Мне очень симпатичны взгляды Чернышевского, я верю, что вторая половинка может воспитать в мужчине лучшие чувства и качества, при этом оставаясь свободной и творческой личностью. Однако это возможно и без истязаний, без жертв и сверхограничений. Чернышевский – мечтатель, который хочет добиться мощной внутренней трансформации, как алхимик, читая древний свиток, стремится открыть философский камень, дарующий невероятные силы, бессмертие и способность превращать метал в золото. Но ходят слухи, что для создания такого камня нужны человеческие жертвы, а это может привести к разрушению души алхимика.
Б.П.
Чернышевский признавал за своей женой «свободу сердца» и право на измену, знал, что в Петербурге жену будут окружать много молодых людей, с которыми она, как всегда, станет кокетничать, но надеялся, что скоро они превратятся в идейных соратников, что жена прочитает правильные книги (Фурье и Фейербаха), у нее появятся новые интересы… И ей не захочется изменять.Но не тут-то было. Ольга Сократовна меняться не собиралась. В петербургской квартире она стала устраивать такие же вечеринки, как в Саратове.
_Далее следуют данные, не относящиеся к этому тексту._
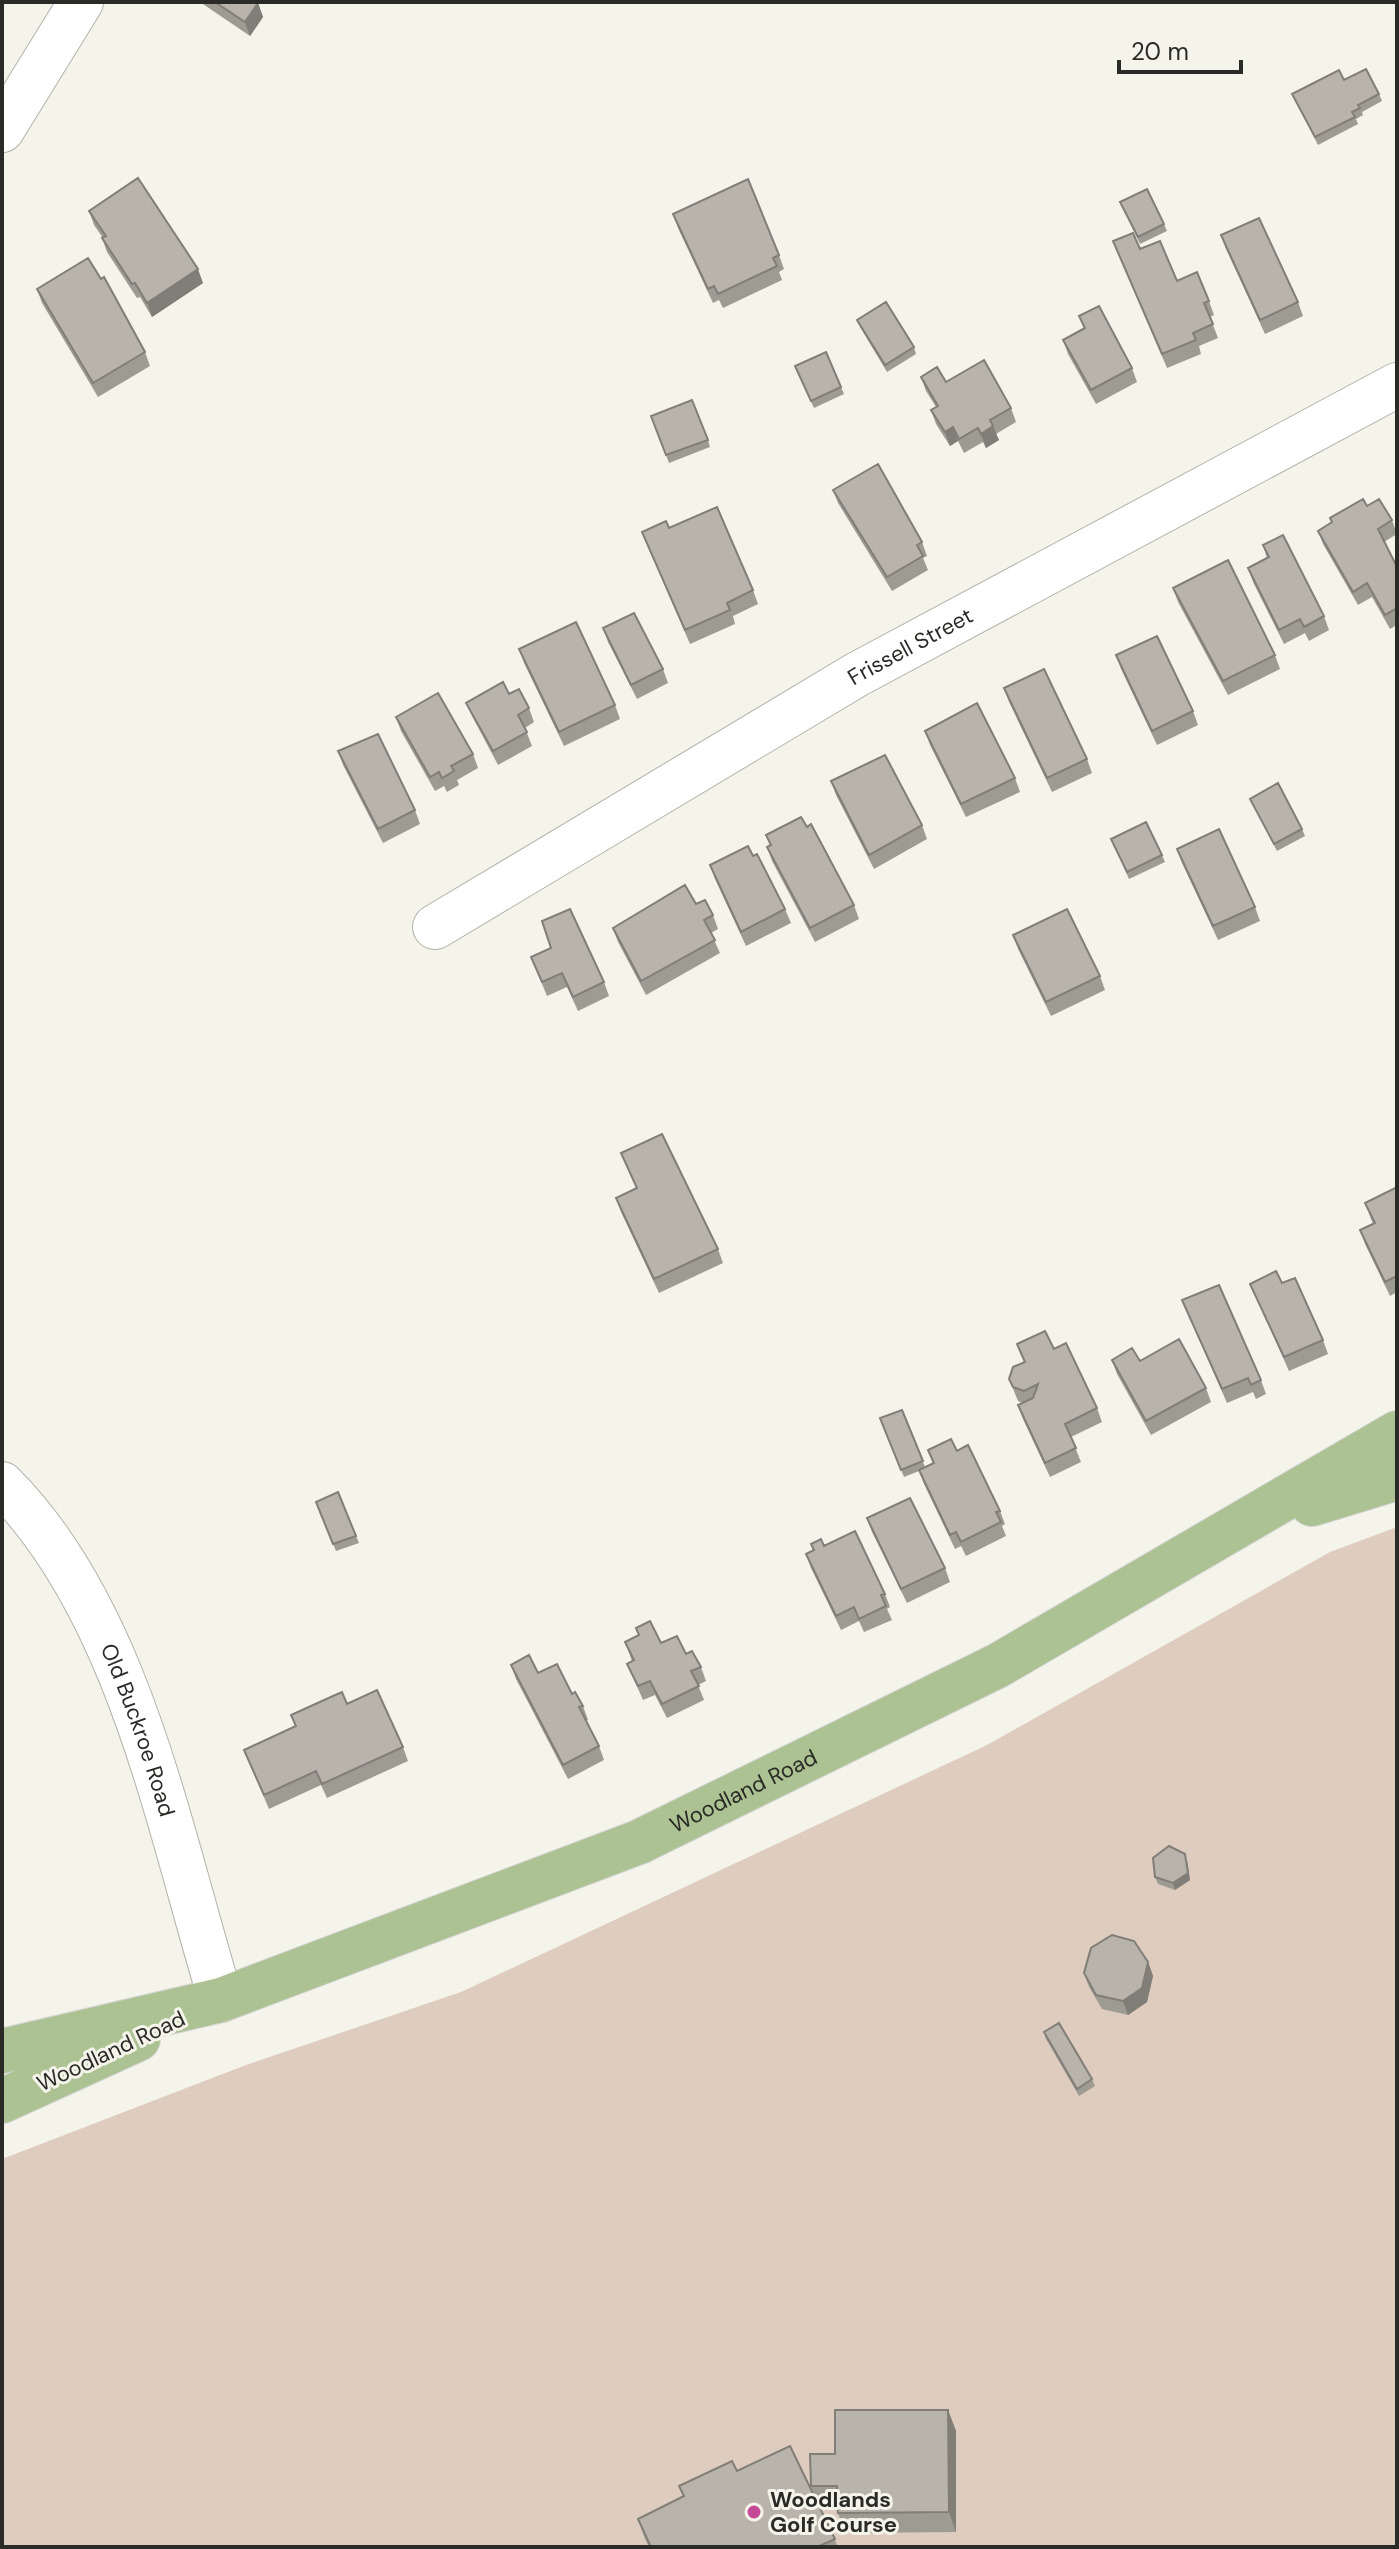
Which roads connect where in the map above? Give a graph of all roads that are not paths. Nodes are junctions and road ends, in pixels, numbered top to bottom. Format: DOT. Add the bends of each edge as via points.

На склоне лет она вспоминала счастливые времена молодости в Петербурге, которые проходили в беззаботном веселье: зимой катание на тройках наперегонки, летом – пикники, прогулки на лодках, дома танцы. Рассказывала, что любила незаметно для гостей выбежать в разгар танцев на улицу, чтобы полюбоваться на залитые светом окна своей квартиры и говорить прохожим: «Это веселятся у Чернышевских!»
Право на измену она тоже приняла с благодарностью. «Ах, как много мужчин меня любили, – вспоминала она. – Вот Иван Федорович, к примеру, ловко вел свои дела, никому и в голову не приходило, что он мой любовник… Канашечка-то (Чернышевский) все знал: мы с Иваном Федоровичем в алькове, а он пишет себе у окна». Только представьте эту ситуацию! По описанию кажется, что Чернышевский и его жена с любовником находятся в одном пространстве, разделенном ширмой!
Но больше всего меня поражает другая картина из воспоминаний Ольги Сократовны: «Полон дом гостей, а Канашечка стоит в передней за конторкой и пишет свои статьи». Я прямо вижу, как Чернышевский стоит один в темном коридоре, где висит одежда гостей, и смотрит на закрытую дверь комнаты, из-за которой несется музыка и чей-то смех. Можно представить, что он просто занят работой, что ему нужно завтра сдавать статью; он и веселиться не может, и выгнать гостей жены не в состоянии. Стоит и смотрит на эту дверь с осуждением. Но потом я подумал, ведь Чернышевский – крупнейший мыслитель эпохи. Он занят не обычной работой, в его голове – большие идеи переустройства жизни, просвещение людей. И он может смотреть на дверь со снисхождением. «Пусть они веселятся, их потребности пока довольно простые, но мы, социалисты, изменим этот мир, и они проснутся к новой жизни, захотят чего-то большего».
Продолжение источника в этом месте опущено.